Jeff was part of a crew whose goal was serving a warrant.  The call quickly became confrontational.  The subject was armed and proceeded to hole up inside a residence.

It was reported that he took some shots at the officers on the scene.  The SWAT team was called out.  As events unfolded, SWAT deployed some flash-bangs which forced him to evacuate the structure.  The suspect sought refuge in a nearby building.

The suspect then fired shots at Jeff and two other officers who were on scene.

That is when Jeff heard the round whiz past his head

Ultimately, another officer (or two) were able to get a bead on the animal who was later pronounced DRT.   He will no longer burden society with his animalistic behavior.

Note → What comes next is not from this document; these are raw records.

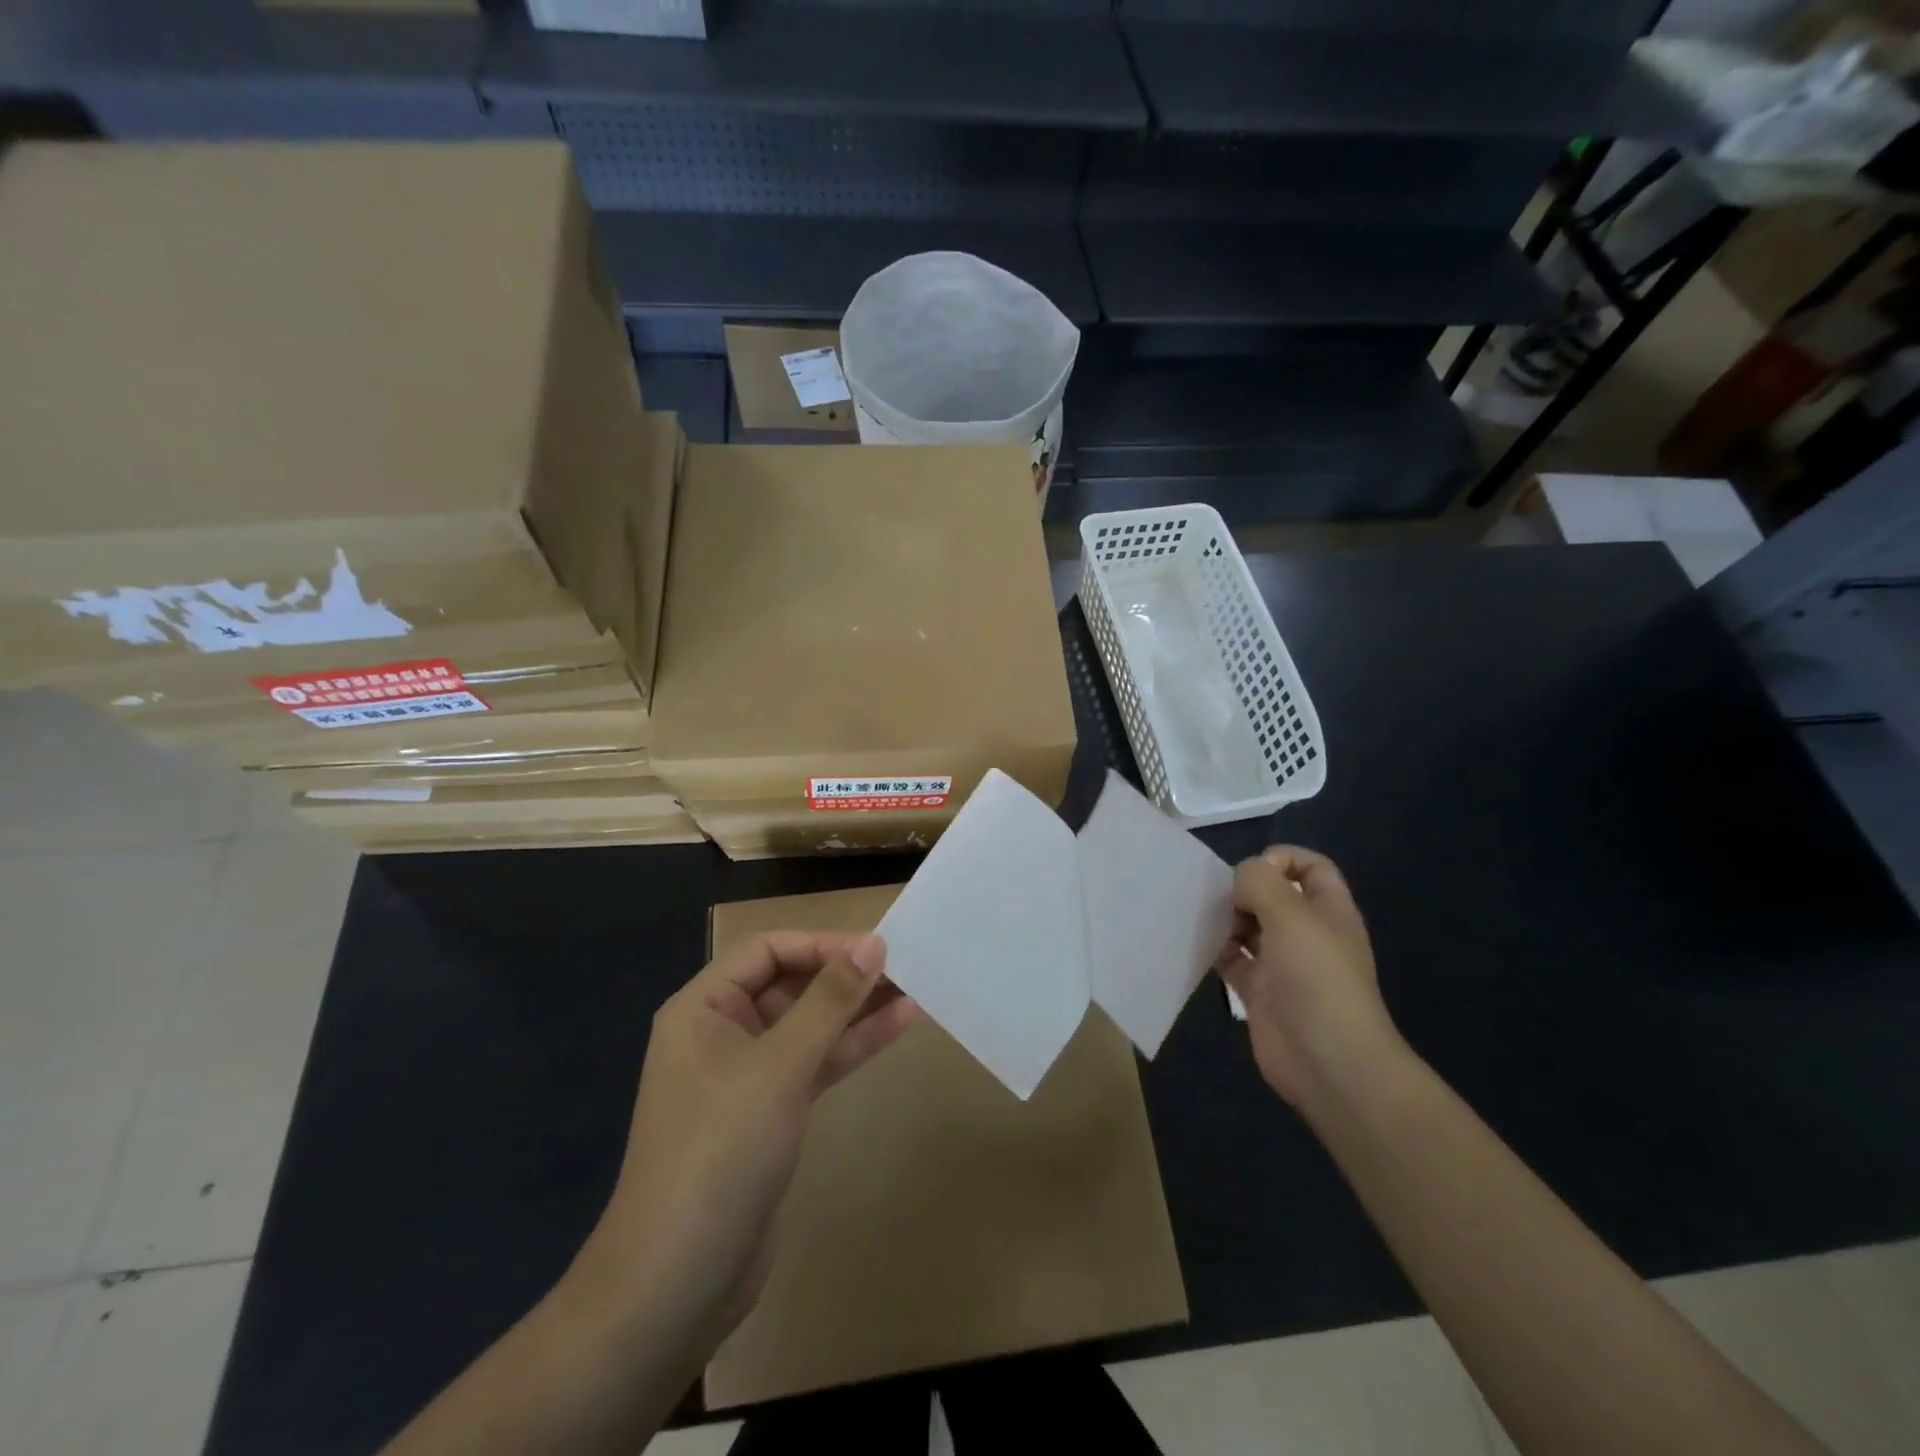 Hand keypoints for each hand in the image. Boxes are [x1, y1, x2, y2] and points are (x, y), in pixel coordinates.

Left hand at [582, 932, 919, 1347]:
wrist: (677, 1283)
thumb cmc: (720, 1151)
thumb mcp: (779, 1066)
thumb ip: (828, 1002)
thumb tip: (872, 943)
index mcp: (703, 1008)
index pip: (768, 950)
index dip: (822, 944)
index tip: (877, 948)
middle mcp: (722, 1033)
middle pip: (790, 985)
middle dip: (844, 976)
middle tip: (907, 967)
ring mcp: (746, 1076)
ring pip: (808, 1026)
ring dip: (857, 1010)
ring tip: (915, 989)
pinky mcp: (770, 1114)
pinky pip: (814, 1064)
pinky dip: (851, 1047)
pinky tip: (898, 1027)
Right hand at [1215, 847, 1402, 1106]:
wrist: (1328, 1061)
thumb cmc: (1317, 978)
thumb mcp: (1291, 915)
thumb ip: (1260, 882)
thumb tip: (1240, 878)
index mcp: (1329, 911)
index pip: (1310, 867)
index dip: (1282, 859)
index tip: (1252, 872)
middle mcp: (1307, 933)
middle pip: (1273, 896)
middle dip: (1244, 890)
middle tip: (1223, 900)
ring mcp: (1283, 964)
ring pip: (1249, 927)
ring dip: (1225, 919)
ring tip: (1203, 920)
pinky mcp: (1260, 992)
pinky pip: (1232, 960)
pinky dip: (1215, 950)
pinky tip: (1198, 946) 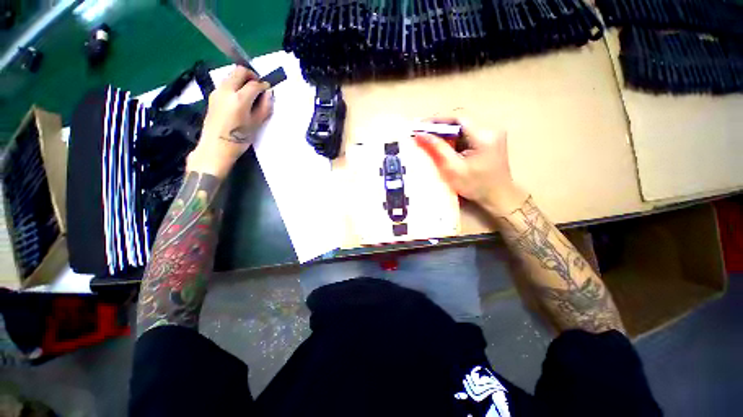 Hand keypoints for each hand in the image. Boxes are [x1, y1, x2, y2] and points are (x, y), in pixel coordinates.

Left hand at [186, 66, 272, 178]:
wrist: (216, 147)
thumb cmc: (239, 138)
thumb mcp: (256, 124)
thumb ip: (264, 107)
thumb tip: (268, 93)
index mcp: (239, 99)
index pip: (254, 84)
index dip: (263, 85)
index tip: (268, 90)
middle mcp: (226, 90)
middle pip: (239, 71)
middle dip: (251, 75)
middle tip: (258, 86)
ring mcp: (217, 91)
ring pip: (231, 75)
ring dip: (242, 79)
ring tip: (249, 93)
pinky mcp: (212, 96)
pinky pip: (225, 83)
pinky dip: (234, 85)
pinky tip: (239, 98)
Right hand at [413, 117, 527, 215]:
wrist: (498, 196)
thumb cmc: (475, 186)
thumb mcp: (454, 168)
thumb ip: (438, 148)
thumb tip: (421, 134)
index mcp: (484, 136)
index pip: (458, 117)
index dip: (437, 119)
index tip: (420, 126)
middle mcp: (491, 128)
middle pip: (461, 119)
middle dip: (440, 125)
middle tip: (423, 133)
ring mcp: (493, 132)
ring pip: (464, 124)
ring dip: (447, 131)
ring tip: (431, 139)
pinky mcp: (490, 138)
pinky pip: (468, 131)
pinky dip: (455, 136)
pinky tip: (446, 145)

In our phone call, Jeff began recounting details of the incident.   He told me, “I had a shot; in fact, more than one.”

“I couldn’t shoot because other officers were in my backstop,” Jeff confided with some frustration.

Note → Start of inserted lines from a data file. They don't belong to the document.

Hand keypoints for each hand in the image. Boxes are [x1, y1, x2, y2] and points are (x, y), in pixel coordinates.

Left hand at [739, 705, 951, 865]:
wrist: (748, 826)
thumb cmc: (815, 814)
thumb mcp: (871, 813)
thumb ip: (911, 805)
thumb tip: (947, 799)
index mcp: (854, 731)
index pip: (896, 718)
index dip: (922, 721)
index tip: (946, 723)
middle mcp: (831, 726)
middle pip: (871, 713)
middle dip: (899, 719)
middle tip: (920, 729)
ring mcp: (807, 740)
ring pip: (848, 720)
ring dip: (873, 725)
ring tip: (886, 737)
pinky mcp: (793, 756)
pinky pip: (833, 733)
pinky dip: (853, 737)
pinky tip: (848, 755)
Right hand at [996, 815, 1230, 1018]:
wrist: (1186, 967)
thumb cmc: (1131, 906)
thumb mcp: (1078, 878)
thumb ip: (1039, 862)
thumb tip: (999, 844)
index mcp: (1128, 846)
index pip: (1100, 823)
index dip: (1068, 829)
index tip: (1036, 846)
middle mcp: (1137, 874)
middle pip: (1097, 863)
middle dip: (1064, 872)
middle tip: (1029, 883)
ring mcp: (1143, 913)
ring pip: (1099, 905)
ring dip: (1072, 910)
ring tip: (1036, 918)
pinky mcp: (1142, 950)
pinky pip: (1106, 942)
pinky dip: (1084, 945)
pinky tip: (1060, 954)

He went on, “I was yelling at them; telling them to get out of the way.  They were about 150 feet away from me and they were unable to hear my voice.”

Then, Jeff shared the pivotal information, “Even though we were only 150 feet apart, the radios did not work.  We were too far from the nearest repeater.  My only option was my voice,” Jeff lamented.

I was incredulous.  “Your radios didn’t work?” I pressed.

Jeff reacted, “No.   We are STILL using analog radios and they are f***king old and in piss-poor condition.”   I expressed my astonishment that ANY agency in the U.S. had not yet converted to digital radios.  Given that fact, it was clear that Jeff’s agency could not communicate with other cop shops in the area.


It was obvious to me that the overall radio situation in Jeff’s agency had been the source of much frustration for the officers.

Jeff went on to provide further information.   A few years ago, his City sought bids from multiple vendors that could upgrade their radio to the current technology, i.e. digital.

As is often the case with purchasing departments, they awarded the contract to the LOWEST BIDDER.   In addition to being the lowest bidder, they have also established the fact that they were/are unqualified to handle the project as proven by the fact that they have now been working on it for multiple years.

They still have been unable to get the new radio up and running.



To be certain, acquiring a new radio system for a law enforcement agency is an expensive proposition.   The price tag is likely in the millions of dollars.

For a purchasing agent to save even a few percentage points on the purchase price represents a whole lot of dollars to the city.   When it’s successful, the buyer looks like a genius.

In this situation, the dollar savings damn near came with the cost of burying three cops.

Was it worth it?

You and I both know the answer.  It is a resounding NO.



 Over my twenty year tenure of training cops, I have seen a wide array of technology provided to cops for their use.

I have heard the tech people brag about how they have avoided the high cost of rugged computers by simply using consumer-grade gear and keeping spares on hand to use when one of the mobile units break down.

It looks good on paper.

What it doesn’t show is this:  the cop is sitting behind a vehicle which he stopped.  He is waiting for the computer return to tell him if the subject is dangerous, has a warrant or poses some other kind of threat to the officer.  While waiting, the computer craps out.  It’s a couple of years old and it fails occasionally.

The officer is then faced with options – all of which are bad.  He can take the time to reboot the computer and run the subject again.  He can get on the radio and wait for dispatch to run the subject.   Finally, he can assume that the subject is clean and cut him loose.

No matter his choice, once he clears the stop, the cop will probably take the time to get the computer back up and running.  There will be no replacement and there will be no failure reported to the tech wizards.

On the surface, it seems everybody is a winner.

The city saved money by purchasing cheaper consumer-grade computers.

The computers work most of the time.

The downside: I may be attending the funeral of a fallen brother who was killed by poor decisions made in the Purchasing Department.

Should we be asking our cops to die for reasons like this?   I think not.

At the bottom line, it’s all about saving just ONE life.